Whether they’re out to hobnob, gather intelligence, bear witness to “the next big thing” or sell stuff, industry professionals come to the Inman Connect New York real estate conference for various reasons and walk away with different insights.
A quick tour of the premises at the conference, which is being hosted at the New York Marriott Marquis and has drawn thousand of attendees, underscored this point.
As some agent team members chewed over business advice from panel speakers, a couple industry execs discussed new pronouncements from Compass CEO Robert Reffkin — all while vendors eagerly pitched their products to anyone who’d listen.

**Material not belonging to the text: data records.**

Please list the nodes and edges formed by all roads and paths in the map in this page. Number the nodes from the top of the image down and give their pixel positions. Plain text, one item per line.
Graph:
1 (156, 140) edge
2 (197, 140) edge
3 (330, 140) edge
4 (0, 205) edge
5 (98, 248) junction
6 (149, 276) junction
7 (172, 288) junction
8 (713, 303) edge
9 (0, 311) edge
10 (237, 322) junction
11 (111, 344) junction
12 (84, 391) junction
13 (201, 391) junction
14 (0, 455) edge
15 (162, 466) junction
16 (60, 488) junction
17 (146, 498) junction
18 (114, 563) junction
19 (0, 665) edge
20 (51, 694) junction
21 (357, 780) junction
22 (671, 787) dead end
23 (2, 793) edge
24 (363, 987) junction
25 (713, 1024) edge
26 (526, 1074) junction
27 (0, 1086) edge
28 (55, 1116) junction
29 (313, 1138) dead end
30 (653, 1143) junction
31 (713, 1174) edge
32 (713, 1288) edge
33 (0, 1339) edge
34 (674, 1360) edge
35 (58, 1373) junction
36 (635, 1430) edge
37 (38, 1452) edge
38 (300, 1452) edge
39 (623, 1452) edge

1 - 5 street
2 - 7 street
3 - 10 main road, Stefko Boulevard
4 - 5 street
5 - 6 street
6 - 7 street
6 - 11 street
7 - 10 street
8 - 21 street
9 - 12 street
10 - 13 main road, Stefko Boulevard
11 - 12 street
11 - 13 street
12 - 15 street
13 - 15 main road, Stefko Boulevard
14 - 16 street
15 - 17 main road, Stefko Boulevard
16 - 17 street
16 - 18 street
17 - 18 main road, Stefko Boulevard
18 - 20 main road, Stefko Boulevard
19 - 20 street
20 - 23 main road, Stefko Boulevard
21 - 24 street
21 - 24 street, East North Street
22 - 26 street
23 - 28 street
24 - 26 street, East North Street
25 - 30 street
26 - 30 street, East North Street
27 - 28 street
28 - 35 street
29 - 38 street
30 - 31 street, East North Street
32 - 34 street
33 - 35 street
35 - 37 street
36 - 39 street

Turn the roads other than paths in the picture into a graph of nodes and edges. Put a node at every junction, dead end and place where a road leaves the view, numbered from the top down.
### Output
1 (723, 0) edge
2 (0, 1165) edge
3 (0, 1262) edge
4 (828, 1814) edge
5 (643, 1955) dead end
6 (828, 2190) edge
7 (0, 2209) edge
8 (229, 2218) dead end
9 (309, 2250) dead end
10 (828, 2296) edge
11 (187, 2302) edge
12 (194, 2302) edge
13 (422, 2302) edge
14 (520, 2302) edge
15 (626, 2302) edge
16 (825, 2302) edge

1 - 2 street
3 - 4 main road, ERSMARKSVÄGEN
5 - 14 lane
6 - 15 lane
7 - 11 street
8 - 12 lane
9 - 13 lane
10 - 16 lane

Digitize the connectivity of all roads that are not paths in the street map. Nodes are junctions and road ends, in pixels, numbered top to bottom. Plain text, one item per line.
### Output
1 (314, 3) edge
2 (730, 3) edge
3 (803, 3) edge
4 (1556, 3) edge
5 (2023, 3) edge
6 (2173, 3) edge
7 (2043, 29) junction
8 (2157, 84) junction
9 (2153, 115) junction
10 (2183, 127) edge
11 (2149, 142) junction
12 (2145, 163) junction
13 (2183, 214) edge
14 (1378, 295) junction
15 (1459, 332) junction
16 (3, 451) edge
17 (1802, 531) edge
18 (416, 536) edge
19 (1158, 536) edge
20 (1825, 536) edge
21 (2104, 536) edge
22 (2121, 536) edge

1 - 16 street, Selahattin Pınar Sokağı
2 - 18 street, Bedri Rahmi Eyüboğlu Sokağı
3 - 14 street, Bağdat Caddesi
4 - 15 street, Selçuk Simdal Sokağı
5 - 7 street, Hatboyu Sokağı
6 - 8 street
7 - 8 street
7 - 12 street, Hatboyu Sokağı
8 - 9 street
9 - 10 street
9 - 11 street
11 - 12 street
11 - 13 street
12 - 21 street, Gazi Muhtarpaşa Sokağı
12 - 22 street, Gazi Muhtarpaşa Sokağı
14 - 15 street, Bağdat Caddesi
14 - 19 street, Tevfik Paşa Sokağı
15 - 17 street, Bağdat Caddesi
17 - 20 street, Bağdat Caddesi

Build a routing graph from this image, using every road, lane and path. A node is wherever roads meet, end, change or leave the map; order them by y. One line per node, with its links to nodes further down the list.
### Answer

Huddled with two colleagues in the circular hallway that funnels guests towards the hotel’s grand ballroom, Stephanie Goodwin, a real estate agent with Village, a Nashville-based brokerage, said she’s been struck by how different business practices work for different agents.
One speaker said agent teams should be small and scrappy, whereas another said bigger was better, she said.
Her conclusion? “I think you have to do what resonates most with you.”
For Marabeth Poole, standing nearby, the best piece of advice she’s heard at Connect so far has been to stay silent after prospective clients ask for a commission discount — a technique that speakers said can get stingy sellers to back off.
“It shows, ‘Wow, you’re confident,” Poole said.
Downstairs, Sven Anderson, who heads up a team of six at Keller Williams Realty Boston Northwest, also found some team-building tips from panelists to be helpful.
His favorite? Stay lean until you’re reeling in enough listings to scale up.
But Anderson still hasn’t found what he’s looking for: the Next Big Thing.
“We’re here for that,” he said. “And we’re going to find it.”
A stone’s throw away, two big names in the industry stood chatting casually.
What was the most interesting thing at Connect that Russ Cofano, a former executive at eXp Realty and realtor.com, and Simon Chen, the CEO of ERA, had heard about so far?
Both vets agreed that comments from Robert Reffkin, the CEO of venture capital-funded brokerage Compass, took the cake.
Chief among those was Reffkin’s announcement that Compass planned to make another big acquisition, but only in a market that the brokerage had already expanded to and at a lower multiple of the future acquisition’s profit than those which have applied in previous Compass acquisitions.
Compass presumably wants to maintain its sky-high valuation. So that means, if the brokerage is trying to buy other firms for less but achieve a market cap in an initial public offering of perhaps well over $4 billion, the company is basically following the strategy of, according to Cofano: “We’ll buy (brokerages) wholesale and sell (Compass shares in an IPO) retail.”
Reffkin also said that Compass is pressing the pause button on expansion.
Cofano and Chen both marveled at the advantages that Compass has over its competition.
Due the billions of venture capital funding that Compass has to spend, “They’re playing by a different set of rules,” Chen said. Rather than turn a profit in the near term, Compass’ challenge is to go public.
“It’s like I’m a basketball player and a football player comes in and tackles me,” Chen said about running a company that competes with Compass.
Chen also noted that Compass benefits from being able to build a brokerage from scratch.
Only a couple yards away, two women dressed in unicorn onesies dangled in the crowd like fishing lures. They were there to attract passersby into asking about Insta Unicorn, an Instagram marketing service for real estate agents.
“I think we’re probably the most interesting,” said one of the “sales unicorns” when asked about the most interesting thing she’d heard at Connect.
As far outfits, they indisputably were.
Heini Isoaho, product manager at Insta Unicorn, offered another observation: Real estate agents, she said, “are surprisingly nice.”